**Instructions for the task:**
Return every line below as is, leaving out the pictures.

**Recorded information:**
################

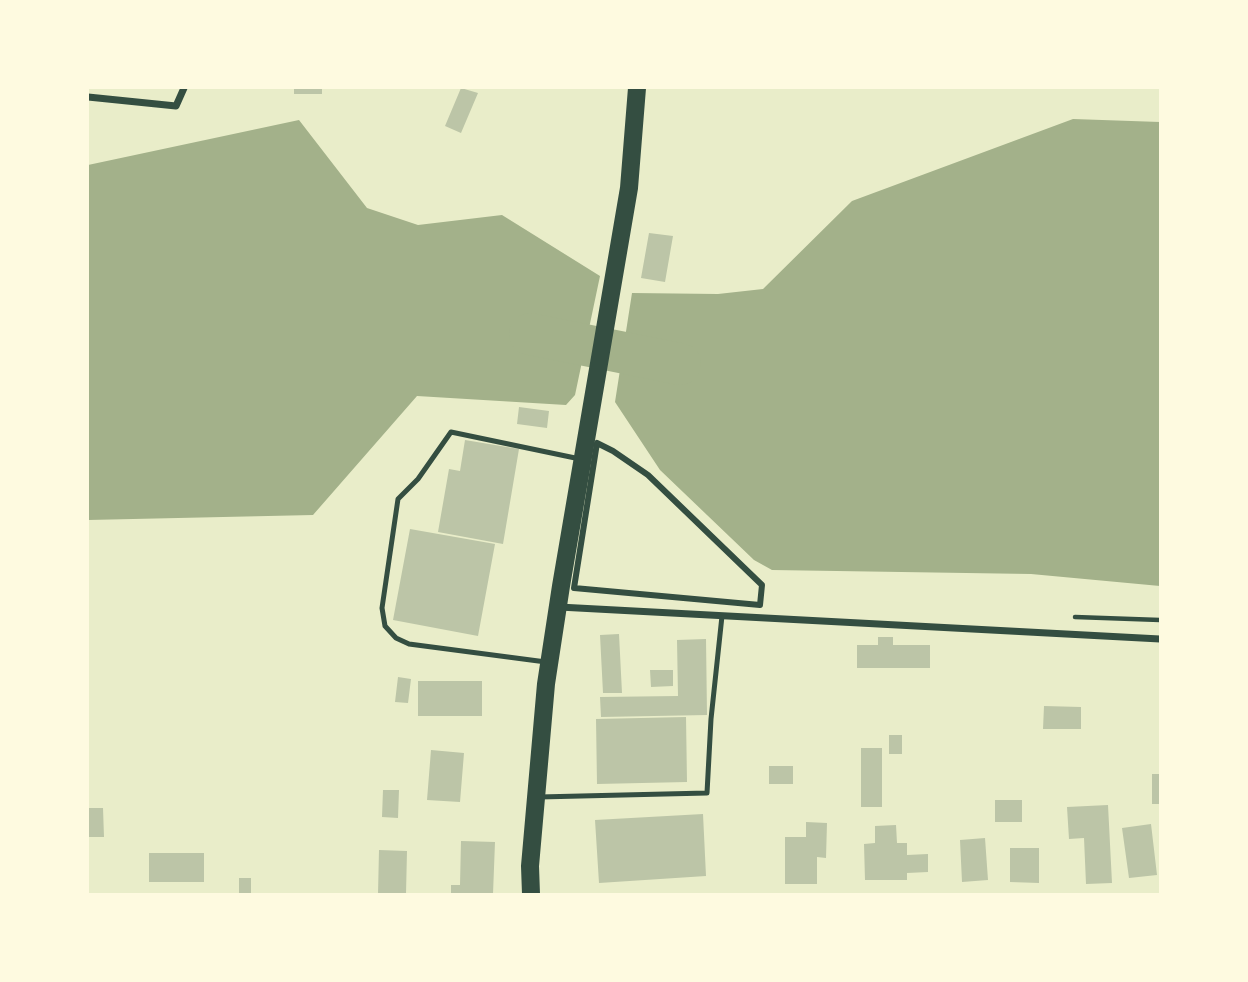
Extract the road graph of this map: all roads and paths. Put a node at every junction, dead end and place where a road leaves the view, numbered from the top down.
1 (184, 88) edge
2 (635, 92) edge
3 (88, 97) edge
4 (584, 451) junction
5 (760, 605) joint
6 (558, 607) junction
7 (722, 616) junction
8 (1160, 639) edge
9 (549, 663) junction
10 (536, 797) junction
11 (531, 894) edge

1 - 3 street
2 - 4 main road
4 - 6 main road
4 - 9 lane
5 - 5 street
6 - 7 street
6 - 9 main road
7 - 8 street
7 - 10 lane
9 - 10 main road
10 - 11 main road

################

**Reply to the task:**
Extract the road graph of this map: all roads and paths. Put a node at every junction, dead end and place where a road leaves the view, numbered from the top down.
1 (184, 88) edge
2 (635, 92) edge
3 (88, 97) edge
4 (584, 451) junction
5 (760, 605) joint
6 (558, 607) junction
7 (722, 616) junction
8 (1160, 639) edge
9 (549, 663) junction
10 (536, 797) junction
11 (531, 894) edge

1 - 3 street
2 - 4 main road
4 - 6 main road
4 - 9 lane
5 - 5 street
6 - 7 street
6 - 9 main road
7 - 8 street
7 - 10 lane
9 - 10 main road
10 - 11 main road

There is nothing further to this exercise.